Published in final edited form as: Circulation. 2023 Nov 30;149(1):e1–e156. doi: 10.1161/CIR.0000000000001193

Recommendations for Anticoagulation Use in Patients With Liver Disease

Referenced studies that support the recommendations are summarized in the Online Data Supplement.

COR LOE Recommendations
2a B-NR 1. For patients with AF who are at increased risk of systemic thromboembolism and mild or moderate liver disease (Child-Pugh* class A or B), OAC therapy is reasonable in the absence of clinically significant liver disease–induced coagulopathy or thrombocytopenia.17
2a B-NR 2. For patients with AF who are at increased risk of systemic thromboembolism and mild or moderate liver disease (Child-Pugh class A or B) and who are deemed to be candidates for anticoagulation, it is reasonable to prescribe DOACs (Child-Pugh class A: any DOAC; Child-Pugh class B: apixaban, dabigatran, or edoxaban) over warfarin.1,711
3: Harm C-LD 3. For patients with AF and moderate liver disease (Child-Pugh class B) at increased risk of systemic thromboembolism, rivaroxaban is contraindicated due to the potentially increased risk of bleeding.12
*

Child-Pugh scoring: the severity of liver disease, primarily cirrhosis in patients with diagnosed liver disease. Child-Pugh A (mild): 5–6 points; Child-Pugh B (moderate): 7–9 points; Child-Pugh C (severe): 10–15 points.
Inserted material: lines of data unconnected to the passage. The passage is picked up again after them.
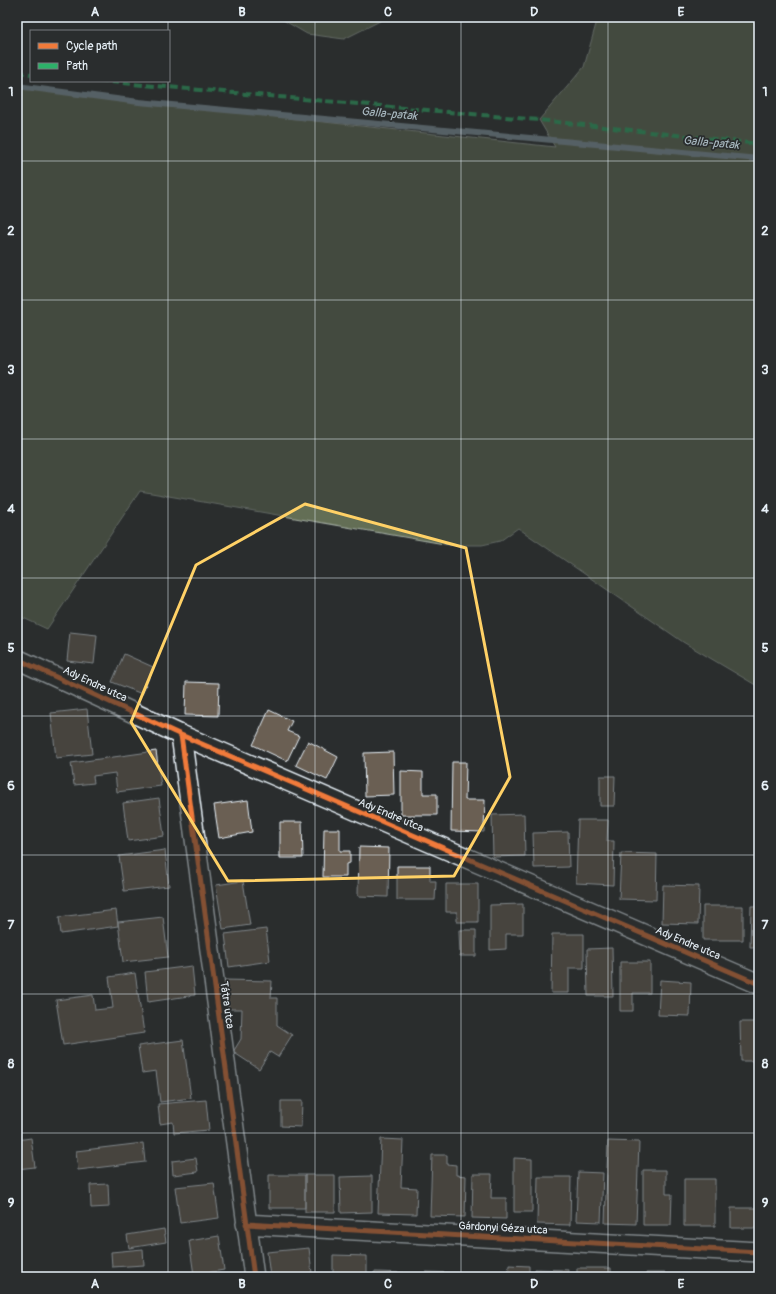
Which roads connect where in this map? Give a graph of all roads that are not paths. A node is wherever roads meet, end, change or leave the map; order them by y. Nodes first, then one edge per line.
1 (17, 659) edge
2 (181, 735) junction
3 (759, 984) edge
4 (246, 1224) junction
5 (759, 1252) edge
6 (254, 1277) edge

1 - 2 street, Ady Endre utca
2 - 3 street, Ady Endre utca
2 - 4 street, Tátra utca
4 - 5 street, Gárdonyi Géza utca
4 - 6 street, Tátra utca

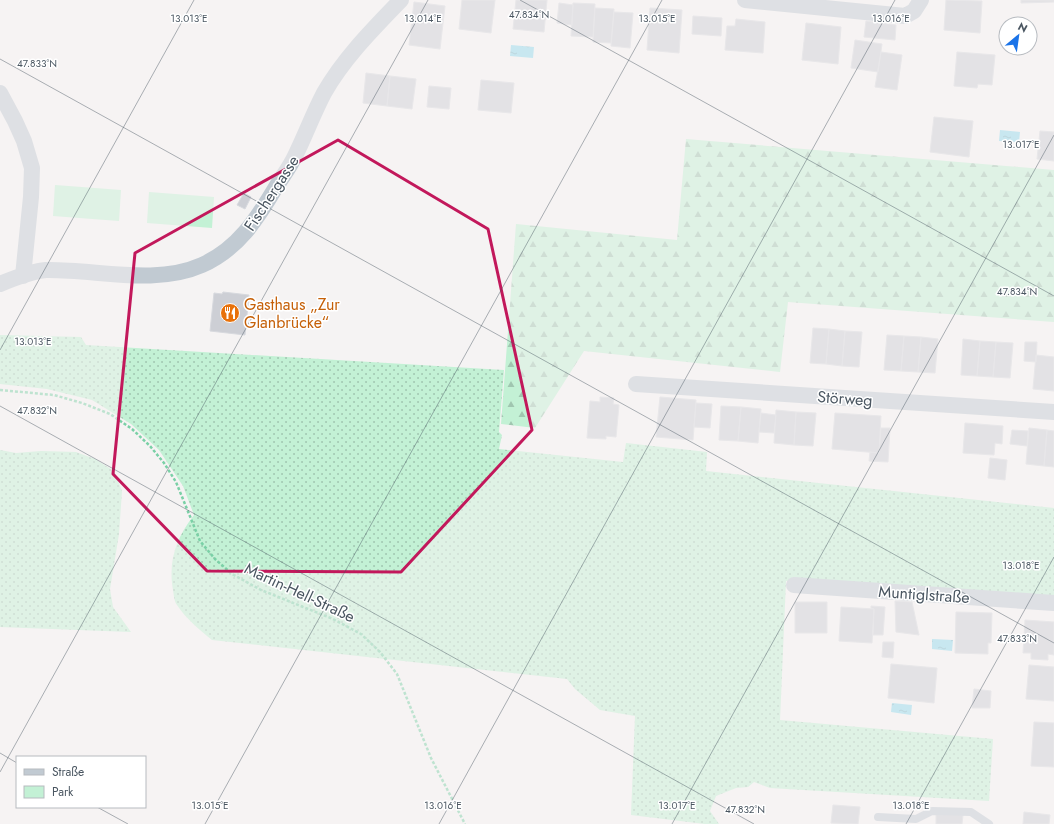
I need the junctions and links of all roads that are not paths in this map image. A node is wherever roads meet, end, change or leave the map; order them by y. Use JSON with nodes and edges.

The score is based on the 5 variables: encephalopathy (none=1 point, grade 1 and 2=2 points, grade 3 and 4=3 points); ascites (none=1 point, slight=2 points, moderate=3 points); total bilirubin (<2 mg/mL=1 point, 2–3 mg/mL=2 points, >3 mg/mL=3 points); albumin (>3.5 mg/mL=1 point, 2.8–3.5 mg/mL=2 points, <2.8 mg/mL=3 points); INR (<1.7=1 point, INR 1.7–2.2=2 points, INR >2.2=3 points).